Shimpeiです。
移民後「庶務雑務」から証券業界でスタートした私でしたが1995年以降、日本企業の海外IRが始まりその責任者になる機会を得たことでプロフェッショナルとして順調にキャリアを伸ばすことが出来ました。証券会社にとってIRアレンジをするメリットは会社と投資家のミーティングをセットすることで投資家からの手数料収入の増収につながる、ということですが旅行中の企業トップのお世話は全て私の責任ということになっていて心身共にとても疲れる仕事でした。
日本企業の決算後、株主総会後には毎週のように複数の日本企業のトップのミーティングアレンジからアコモデーションに至るまで全てをチェック(携帯もなかった時代もありましたよ)私もニューヨーク→ボストン→シカゴ、デンバー→LA、SFと全米の有力投資家を東から西に訪問、3時間の時差を超えて往復することが数週間続くことがありました。
日本企業が来ない週にはいつも「体調不良」を理由に1日か2日休みを頂く、それでなければ持たない仕事でした。

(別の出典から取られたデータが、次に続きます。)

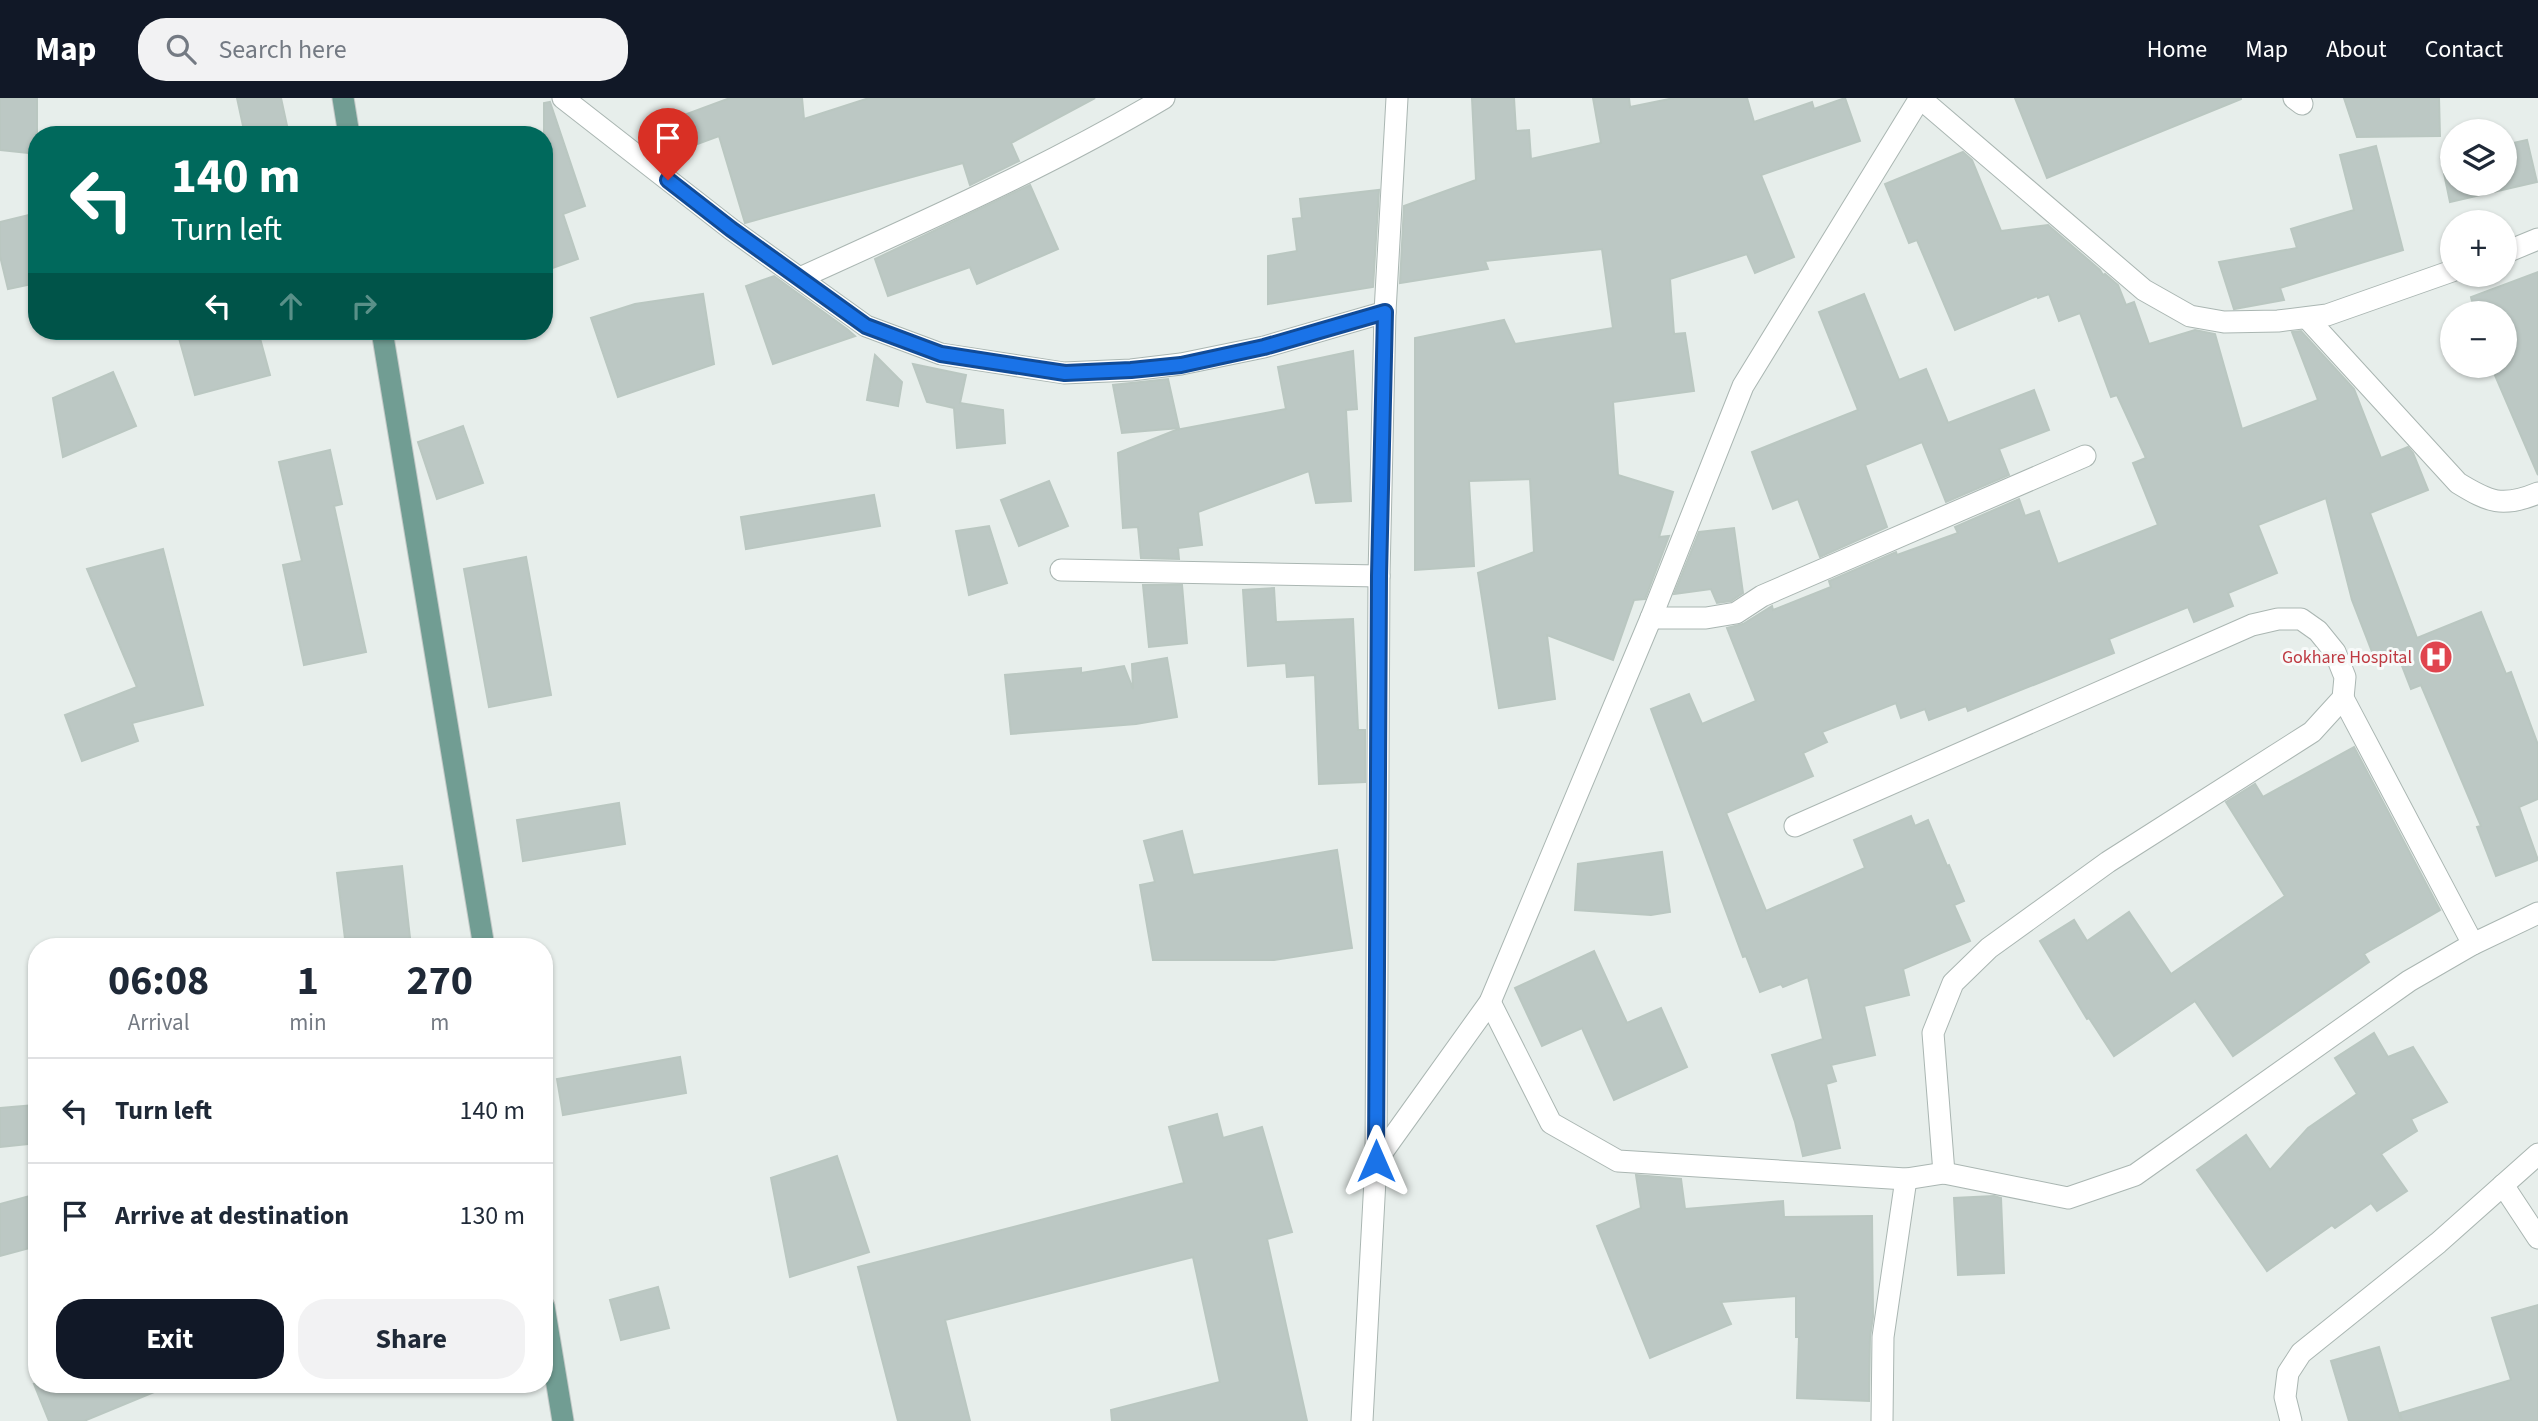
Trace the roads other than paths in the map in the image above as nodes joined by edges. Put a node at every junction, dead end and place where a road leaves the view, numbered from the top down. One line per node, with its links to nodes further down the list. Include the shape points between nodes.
1 (343, 98): 6 (main road)
2 (563, 98): 10 (street)
3 (1164, 98): 10 (street, via 1110,130)
4 (1397, 98): 11 (street)
5 (1920, 98): 12 (street, via 2144,290 2165,303 2190,316 2224,322); 18 (street, via 1743,386)
6 (348, 126)
7 (2538, 239): 8 (street)
8 (2517, 248)
9 (2440, 275): 12 (street)
10 (800, 278): 11 (street, via 866,326 941,354 1065,373 1181,365)
11 (1385, 312): 17 (street)
12 (2307, 318): 15 (street, via 2458,483 2484,499 2501,502)
13 (383, 340): 22 (main road)
14 (2085, 456): 18 (street, via 1762,596 1735,613)
15 (2538, 493)
16 (1062, 570): 17 (street)
17 (1379, 576): 26 (street)
18 (1651, 618): 24 (street)
19 (2343, 698): 20 (street, via 2345,677 2335,652 2318,631 2301,619 2252,625); 23 (street); 27 (street, via 2312,732 2108,862 1989,948 1953,983 1933,1033)
20 (1795, 826)
21 (2538, 913): 23 (street)
22 (483, 938)
23 (2473, 944): 27 (street, via 2410,981 2135,1175 2068,1198)
24 (1490, 1002): 26 (street); 28 (street, via 1551,1123 1618,1161)
25 (2538, 1154): 29 (street)
26 (1376, 1161): 33 (street)
27 (1944, 1173): 28 (street)
28 (1906, 1179): 34 (street, via 1883,1337)
29 (2503, 1185): 30 (street); 35 (street, via 2301,1353 2288,1373 2285,1398)
30 (2538, 1238)
31 (553, 1360): 32 (main road)
32 (563, 1421)
33 (1363, 1421)
34 (1882, 1421)
35 (2291, 1421)

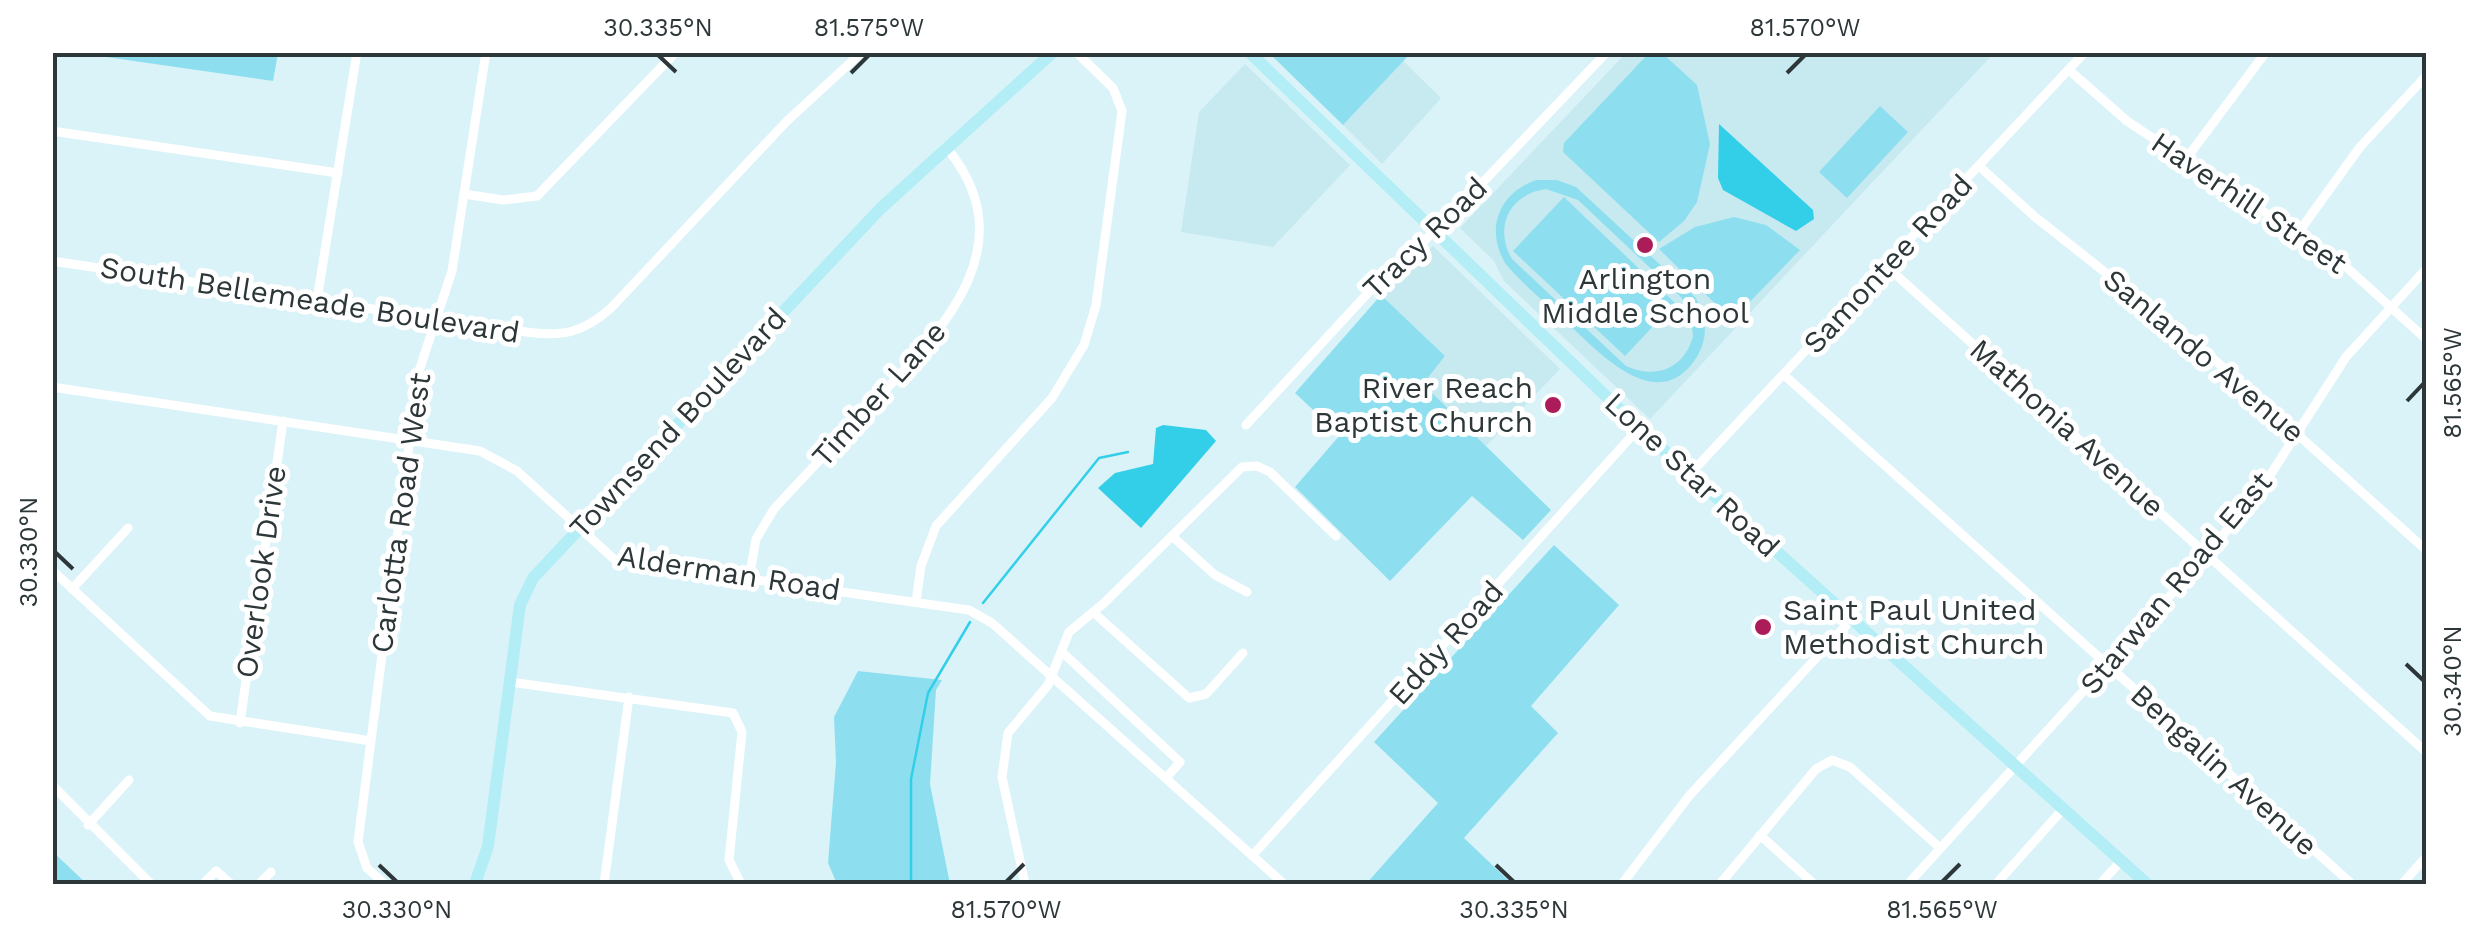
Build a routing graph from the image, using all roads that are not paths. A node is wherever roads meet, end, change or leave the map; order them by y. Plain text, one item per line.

そんな時期、休んで出勤した朝、いきなり上司のMD(マネージングダイレクター)の個室に呼ばれたのです。
上司:仕事はとても良くやってくれてるね、でもこの体調不良理由の休みはね
私 :時差ボケもあって大企業の社長相手だと疲労感が残って
上司:わかってるよ、休んじゃいけないっていうつもりはないさ、問題は休む理由だよ
体調不良っていうのは自己管理能力がない、と判断されてしまうよ
私 :じゃあ、どう書けば
上司:僕だったら家族の理由、例えば「家族がいつも出張ばかりだから今日は家にいて、っていうリクエスト」があったとか
私 :(無言)
上司:君も部下もいるんだし「自己管理能力」がない、と判断されたら次の昇進に問題でてくるよ、僕は推薦したいんだけど
私 :家族理由?
上司:Be Smart Shimpei, That’s all.
日本では未だにアメリカ人はとても家族を大切にする、家族が病気だと連絡があれば急いで帰宅する亭主がほとんどなんだ、とか「家族第一主義」が礼賛されているようですが、その大半が事実だったとしてもこのように「自己管理能力」と引き換えに使われる「家族」もあるのだと(苦笑)。